The day of 17-year-old Camille Berns’ funeral in St. Louis Park, Minn., I was recovering from walking pneumonia, so I watched online in bed, tissues nearby to soften both my illness and heart.
Suicide is the worst kind of death, and in one so young and promising, unfathomable.
I’d never met Camille, but I’m connected to her through her mom and several aunts, all originally from Wahpeton. Whenever she was mentioned, I’d smile, thinking of my only sibling with the same name. This girl had to be as special as my Camille. It just goes with the territory.
I’ve gotten to know her better recently through stories told and details filled. But in many ways, this just deepens the mystery. Why, sweet one? Why?
The funeral homily brought something unexpectedly sublime into my bedroom that blizzardy morning when life felt so bleak. If not total resolve, at least beautiful solace.
From Wisdom: “The souls of the just are in the hands of God…and his care is with his elect.” And from Romans, “So then, whether we live or die, we are the Lord’s…”
The Gospel reading (John) revealed Jesus hearing of Lazarus’ death. “Lord, if you had been here, my brother might not have died!” Martha cries out.
In the homily, Fr. Steven Hoffman noted how Jesus immediately enters into Martha’s sorrow, as he does when we’re hurting. “And he loved Camille, every moment of her life, even when she didn’t know it, and maybe when she struggled to believe. That did not change the heart of Jesus.”
Martha, responding to Jesus’ presence and love, despite despair, turns to trust; to faith. “I believe that you are the Christ,” she asserts. His love helps us believe.
We’ve all cried out in anguish at times, Fr. Hoffman said, wondering where God is. In those moments, we, too, can choose to trust in Jesus, even when we don’t understand.
“Jesus brings to the experience of death something new. ‘Your brother will rise,’” he said. “He confirms how precious and dear the lives of his children are,” he continued; enough to die on the cross for them, and us, and rise to save us, body and soul.

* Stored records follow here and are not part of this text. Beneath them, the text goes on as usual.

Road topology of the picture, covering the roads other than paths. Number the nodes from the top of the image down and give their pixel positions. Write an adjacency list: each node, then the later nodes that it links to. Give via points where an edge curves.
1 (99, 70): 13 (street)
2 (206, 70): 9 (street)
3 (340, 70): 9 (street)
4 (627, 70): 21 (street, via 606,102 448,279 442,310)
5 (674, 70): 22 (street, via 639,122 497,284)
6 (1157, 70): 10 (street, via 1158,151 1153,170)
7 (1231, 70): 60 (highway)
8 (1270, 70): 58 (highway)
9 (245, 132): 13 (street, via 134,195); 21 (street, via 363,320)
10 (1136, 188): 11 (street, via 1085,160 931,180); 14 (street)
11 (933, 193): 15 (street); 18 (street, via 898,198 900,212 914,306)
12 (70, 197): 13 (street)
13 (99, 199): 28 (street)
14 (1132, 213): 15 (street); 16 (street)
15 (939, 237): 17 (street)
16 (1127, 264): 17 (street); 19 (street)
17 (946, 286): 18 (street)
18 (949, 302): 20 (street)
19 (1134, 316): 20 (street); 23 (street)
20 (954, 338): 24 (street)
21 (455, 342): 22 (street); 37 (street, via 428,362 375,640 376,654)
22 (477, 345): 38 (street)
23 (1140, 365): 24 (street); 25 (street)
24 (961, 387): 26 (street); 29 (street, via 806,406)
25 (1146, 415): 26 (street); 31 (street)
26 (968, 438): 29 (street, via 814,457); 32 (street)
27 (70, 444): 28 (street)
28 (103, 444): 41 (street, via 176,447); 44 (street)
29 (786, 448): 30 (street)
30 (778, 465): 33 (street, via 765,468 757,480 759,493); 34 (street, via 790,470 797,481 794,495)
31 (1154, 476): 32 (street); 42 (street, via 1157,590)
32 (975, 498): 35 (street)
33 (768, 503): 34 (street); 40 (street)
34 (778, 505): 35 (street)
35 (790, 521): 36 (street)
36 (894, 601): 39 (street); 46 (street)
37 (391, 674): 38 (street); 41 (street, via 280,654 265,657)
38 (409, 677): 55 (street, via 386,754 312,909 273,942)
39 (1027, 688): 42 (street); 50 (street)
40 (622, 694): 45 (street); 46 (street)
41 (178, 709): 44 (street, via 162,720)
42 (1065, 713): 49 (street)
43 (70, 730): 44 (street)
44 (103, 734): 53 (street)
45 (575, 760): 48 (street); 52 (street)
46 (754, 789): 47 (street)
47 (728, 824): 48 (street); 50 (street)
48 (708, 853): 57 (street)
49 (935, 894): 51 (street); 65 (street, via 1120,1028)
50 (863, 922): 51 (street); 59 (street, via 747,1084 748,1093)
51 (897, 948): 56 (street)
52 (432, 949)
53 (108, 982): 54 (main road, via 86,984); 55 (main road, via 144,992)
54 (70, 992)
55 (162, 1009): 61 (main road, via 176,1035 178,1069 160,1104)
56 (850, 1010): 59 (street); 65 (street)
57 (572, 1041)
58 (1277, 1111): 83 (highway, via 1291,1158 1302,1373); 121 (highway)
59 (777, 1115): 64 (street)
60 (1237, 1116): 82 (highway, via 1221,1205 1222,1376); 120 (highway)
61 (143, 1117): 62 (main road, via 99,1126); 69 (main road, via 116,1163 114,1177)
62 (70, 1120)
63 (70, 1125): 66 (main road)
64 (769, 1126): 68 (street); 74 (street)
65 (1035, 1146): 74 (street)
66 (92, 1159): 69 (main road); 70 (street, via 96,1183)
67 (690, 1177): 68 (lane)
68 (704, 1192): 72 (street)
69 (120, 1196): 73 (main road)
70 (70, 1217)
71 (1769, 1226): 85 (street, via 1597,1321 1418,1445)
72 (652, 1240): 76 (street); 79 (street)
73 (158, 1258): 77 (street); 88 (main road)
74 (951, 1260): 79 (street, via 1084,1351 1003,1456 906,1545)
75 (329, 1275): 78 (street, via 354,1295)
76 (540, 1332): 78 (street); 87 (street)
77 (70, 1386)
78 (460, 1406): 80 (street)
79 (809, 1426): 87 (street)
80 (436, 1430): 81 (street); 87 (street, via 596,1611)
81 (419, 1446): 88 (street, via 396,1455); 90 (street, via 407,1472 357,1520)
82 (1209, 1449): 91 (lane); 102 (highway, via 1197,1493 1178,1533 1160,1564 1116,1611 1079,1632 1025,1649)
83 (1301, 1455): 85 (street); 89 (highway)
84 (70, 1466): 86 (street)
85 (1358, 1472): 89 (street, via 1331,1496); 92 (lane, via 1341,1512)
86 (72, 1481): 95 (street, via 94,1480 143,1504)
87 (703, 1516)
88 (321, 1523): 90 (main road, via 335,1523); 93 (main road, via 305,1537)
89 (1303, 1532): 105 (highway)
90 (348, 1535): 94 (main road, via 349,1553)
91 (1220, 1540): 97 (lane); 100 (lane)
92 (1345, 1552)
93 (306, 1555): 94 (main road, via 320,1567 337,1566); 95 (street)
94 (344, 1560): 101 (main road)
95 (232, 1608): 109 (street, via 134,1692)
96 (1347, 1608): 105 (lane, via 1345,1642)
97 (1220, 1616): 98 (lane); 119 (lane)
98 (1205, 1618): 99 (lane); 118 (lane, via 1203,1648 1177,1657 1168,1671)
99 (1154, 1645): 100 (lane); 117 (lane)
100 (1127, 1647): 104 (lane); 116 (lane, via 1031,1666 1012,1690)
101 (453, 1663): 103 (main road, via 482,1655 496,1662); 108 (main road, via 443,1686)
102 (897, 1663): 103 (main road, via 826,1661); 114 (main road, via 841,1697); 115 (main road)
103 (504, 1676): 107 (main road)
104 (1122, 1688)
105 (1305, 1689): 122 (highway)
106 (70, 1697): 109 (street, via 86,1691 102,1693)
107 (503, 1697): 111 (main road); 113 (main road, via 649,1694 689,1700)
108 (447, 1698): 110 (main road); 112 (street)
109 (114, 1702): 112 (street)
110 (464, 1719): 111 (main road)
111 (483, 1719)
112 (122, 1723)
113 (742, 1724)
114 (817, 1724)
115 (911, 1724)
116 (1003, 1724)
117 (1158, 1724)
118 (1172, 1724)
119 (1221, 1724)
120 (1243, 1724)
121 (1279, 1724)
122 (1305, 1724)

In times of grief, Fr. Hoffman said, when words fail us, “the (Holy) Spirit pleads for us to God with sighs, with groanings, with tears. How beautiful to know that your heart, and everything in it, is held by God; is taken to God’s heart.”
“Jesus suffered and died for Camille,” he said, “and his heart, at every moment, was merciful love,” just as it is for each of us. “We are going to leave her in the hands of merciful love. We are going to leave our doubts in the hands of merciful love. We are going to leave our pain, our sorrow, our struggles in the heart of merciful love.”
And so, we are left with this: love, unending, ready to forgive our sins and catch us when we fall; from love into Love.
[For the sake of having a repository for my newspaper columns and articles, I reprint them here, with permission, a week after their run date. The preceding ran in The Forum newspaper on March 7, 2022.]